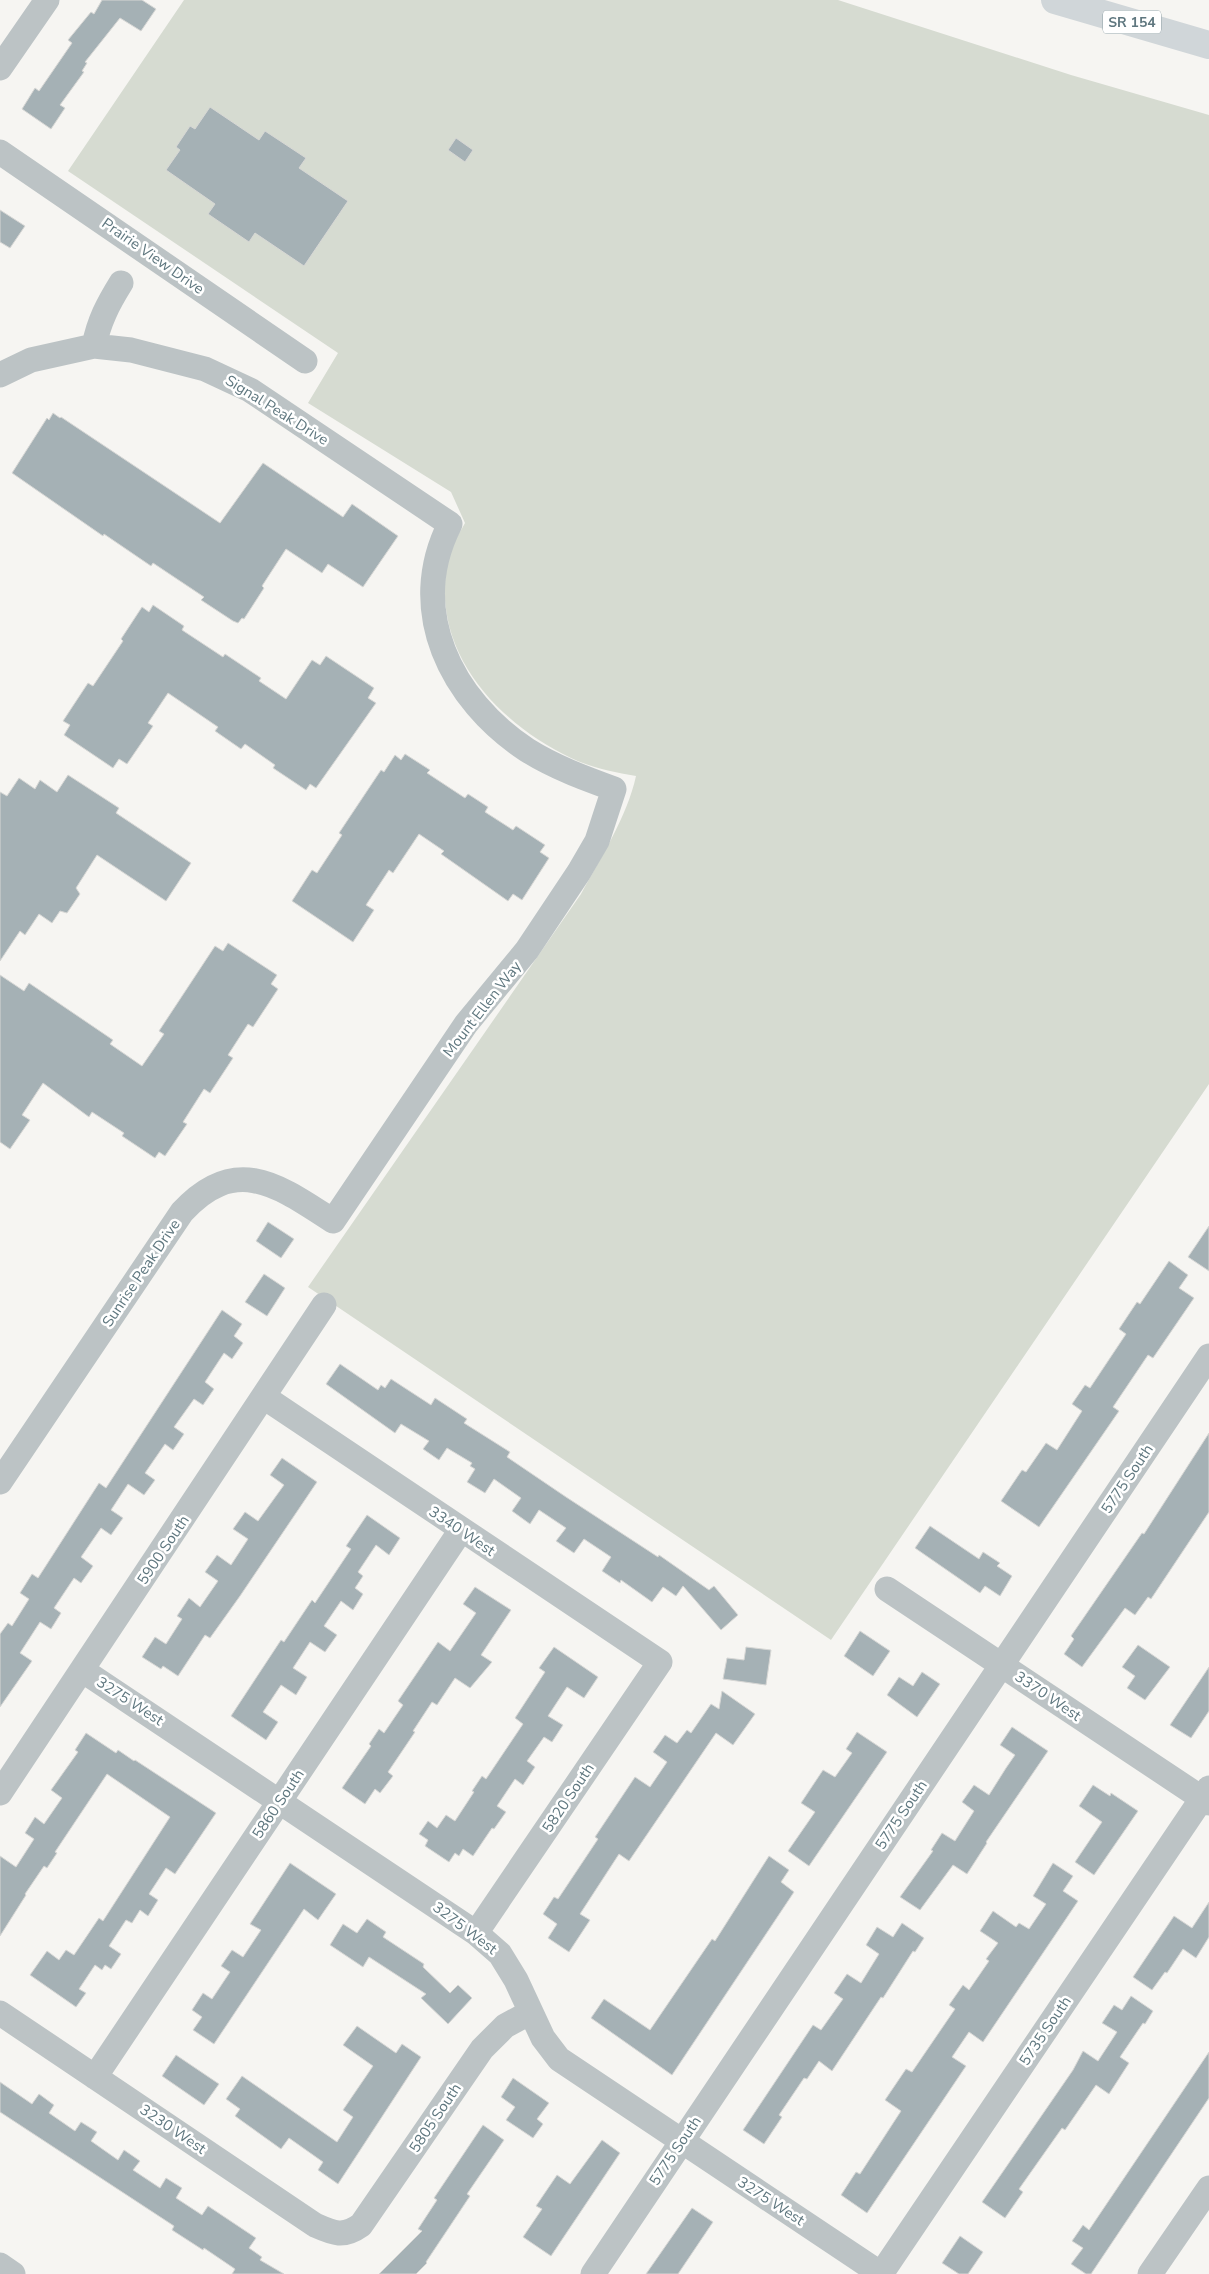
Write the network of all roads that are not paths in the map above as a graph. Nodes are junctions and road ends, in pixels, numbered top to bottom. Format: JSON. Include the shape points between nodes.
{"nodes":[{"id":1,"x":47,"y":0,"type":"edge"},
{"id":2,"x":1055,"y":0,"type":"edge"},
{"id":3,"x":1209,"y":45,"type":"edge"},
{"id":4,"x":0,"y":68,"type":"edge"},
{"id":5,"x":0,"y":152,"type":"edge"},
{"id":6,"x":121,"y":283,"type":"dead end"},
{"id":7,"x":94,"y":346,"type":"junction"},
{"id":8,"x":305,"y":361,"type":"dead end"},
{"id":9,"x":0,"y":375,"type":"edge"},
{"id":10,"x":614,"y":789,"type":"joint"},
{"id":11,"x":333,"y":1221,"type":"joint"},
{"id":12,"x":324,"y":1305,"type":"dead end"},
{"id":13,"x":1209,"y":1356,"type":"edge"},
{"id":14,"x":264,"y":1397,"type":"junction"},
{"id":15,"x":3,"y":1470,"type":"edge"},
{"id":16,"x":461,"y":1530,"type":"junction"},
{"id":17,"x":887,"y":1589,"type":"dead end"},
{"id":18,"x":660,"y":1662,"type":"joint"},
{"id":19,"x":1002,"y":1665,"type":"junction"},
{"id":20,"x":82,"y":1670,"type":"junction"},
{"id":21,"x":0,"y":1793,"type":"edge"},
{"id":22,"x":1207,"y":1797,"type":"edge"},
{"id":23,"x":280,"y":1800,"type":"junction"},
{"id":24,"x":476,"y":1933,"type":"junction"},
{"id":25,"x":0,"y":2013,"type":"edge"},
{"id":26,"x":530,"y":2013,"type":"junction"},
{"id":27,"x":95,"y":2077,"type":"junction"},
{"id":28,"x":681,"y":2142,"type":"junction"},
{"id":29,"x":1209,"y":2188,"type":"edge"},
{"id":30,"x":350,"y":2233,"type":"joint"},
{"id":31,"x":0,"y":2265,"type":"edge"},
{"id":32,"x":13,"y":2274,"type":"edge"},
{"id":33,"x":593,"y":2274,"type":"edge"},
{"id":34,"x":881,"y":2274,"type":"edge"},
{"id":35,"x":1150,"y":2274,"type":"edge"}],
"edges":[{"from":1,"to":4,"type":"street"},
{"from":2,"to":3,"type":"highway","number":"SR 154"},
{"from":5,"to":8,"type":"street","name":"Prairie View Drive"},
{"from":6,"to":7,"type":"street","via":[[105,309]]},
{"from":7,"to":9,"type":"street","name":"Signal Peak Drive","via":[[31,360]]},
{"from":7,"to":10,"type":"street","name":"Signal Peak Drive","via":[[130,350],[229,378],[450,524],[434,564],[432,593],[437,635],[457,677],[482,710],[526,749],[564,770]]},
{"from":10,"to":11,"type":"street","name":"Mount Ellen Way","via":[[600,834],[579,872],[527,950],[466,1024]]},
{"from":11,"to":15,"type":"street","name":"Sunrise Peak Drive","via":[[280,1188],[256,1180],[220,1183],[200,1195],[182,1212]]},
{"from":12,"to":14,"type":"street","name":"5900 South"},
{"from":13,"to":19,"type":"street","name":"5775 South"},
{"from":14,"to":16,"type":"street","name":"3340 West"},
{"from":14,"to":20,"type":"street","name":"5900 South"},
{"from":16,"to":18,"type":"street","name":"3340 West"},
{"from":16,"to":23,"type":"street","name":"5860 South"},
{"from":17,"to":19,"type":"street","name":"3370 West"},
{"from":18,"to":24,"type":"street","name":"5820 South"},
{"from":19,"to":22,"type":"street","name":"3370 West"},
{"from":19,"to":28,"type":"street","name":"5775 South"},
{"from":20,"to":21,"type":"street","name":"5900 South"},
{"from":20,"to":23,"type":"street","name":"3275 West"},
{"from":22,"to":34,"type":"street","name":"5735 South"},
{"from":23,"to":24,"type":"street","name":"3275 West"},
{"from":23,"to":27,"type":"street","name":"5860 South"},
{"from":24,"to":26,"type":"street","name":"3275 West","via":[[500,1954]]},
{"from":25,"to":27,"type":"street","name":"3230 West"},
{"from":26,"to":28,"type":"street","name":"3275 West","via":[[559,2059]]},
{"from":26,"to":30,"type":"street","name":"5805 South","via":[[505,2026],[482,2049],[369,2216]]},
{"from":27,"to":30,"type":"street","name":"3230 West","via":[[315,2225],[332,2233]]},
{"from":28,"to":33,"type":"street","name":"5775 South"},
{"from":28,"to":34,"type":"street","name":"3275 West"},
{"from":29,"to":35,"type":"street"},
{"from":31,"to":32,"type":"street"}]}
::::::
■ What you are asked to do
Give the number of lines in the records above in which the word "joint" appears. Include no other text.

■ Answer to this task
4